Sevgili okuyucularım, gazeteye gelip muhabir arkadaşlarla,
özellikle haber müdürümüz Emin Özgönül’le konuşurken, otomatik
olarak ilk sorduğum soru:
“Dün şehit var mı?”
Hemen her sabah aynı yanıtı alıyorum:
“Var ne yazık ki!..”
“Kaç tane?”
Bunun yanıtı her gün değişiyor. Bazen bir, bazen iki, dört, beş
şehit!..
Olmadığı gün yok gibi.
Bu yükü hiçbir ülke kaldıramaz.
Aslan gibi askerlerimiz ve polislerimiz her gün toprağa veriliyor,
aileleri başta olmak üzere herkes kan ağlıyor, törenler
düzenleniyor, tören Ankara’da ise siyasi kocabaşlar kameraların
önünde topluca namaza duruyor, Türkiye’nin dört bir yanında
düzenlenen törenlerde sloganlar atılıyor, hükümete protestolar
yağıyor ama değişen bir şey olmuyor.
* * *
Şimdi başımıza bir de Kilis çıktı. Suriye sınırına yakın olan bu
ilimiz her gün IŞİD isimli şeriatçı örgüt tarafından bombalanıyor,
roketler atılıyor, bu nesneler kentin göbeğinde patlıyor.

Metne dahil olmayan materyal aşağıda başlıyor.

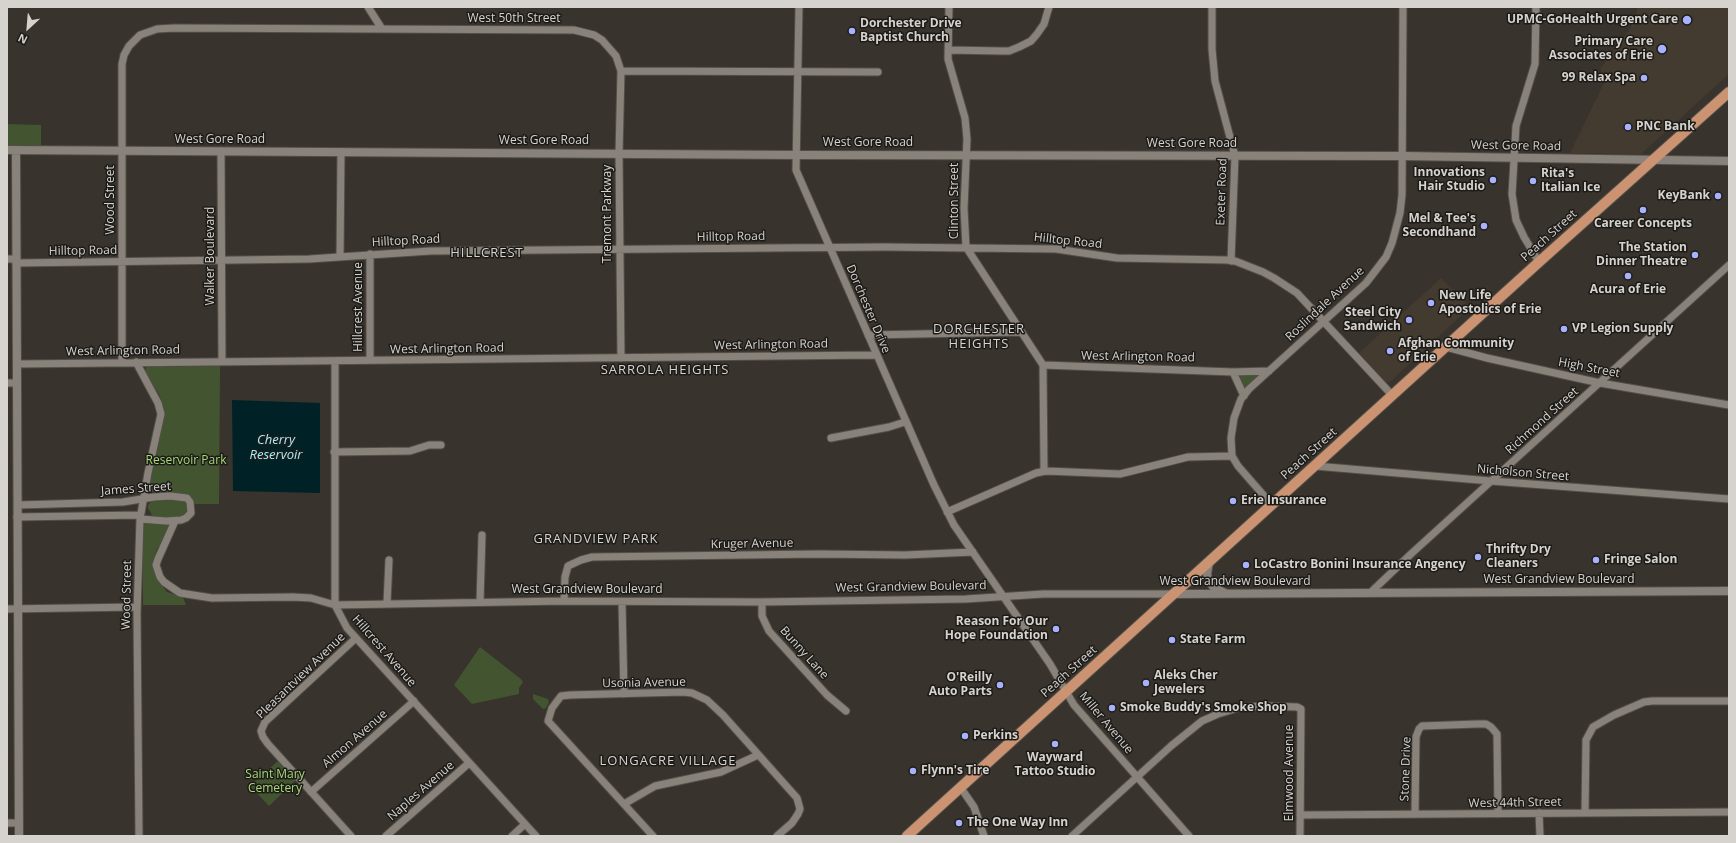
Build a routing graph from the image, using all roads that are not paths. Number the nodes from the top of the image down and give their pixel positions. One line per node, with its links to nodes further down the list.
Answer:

Kentin ekonomisi durmuş durumda. İnsanlar korkudan sokağa
çıkamıyor.
Düne kadar ölü sayısı 17!..
Önceki gün bazı bakanlarla valinin toplantı yaptığı yerin 100 metre
ötesine roket düştü.
Birkaç gün öncesine kadar olanları sadece seyretmekle yetinen Kilis
halkı bu kez sokağa çıktı, protesto gösterisi yaptı…
Ve polis gücü onları da bildik yöntemlerle, üzerlerine su ve biber
gazı sıkarak dağıtmayı başardı!
Peki biz ne yapıyoruz?..
Medyadan izlediğimiz kadarıyla sınır boyuna zırhlı araçlar sevk
ediliyor, asker takviyesi yapılıyor ama değişen bir şey yok.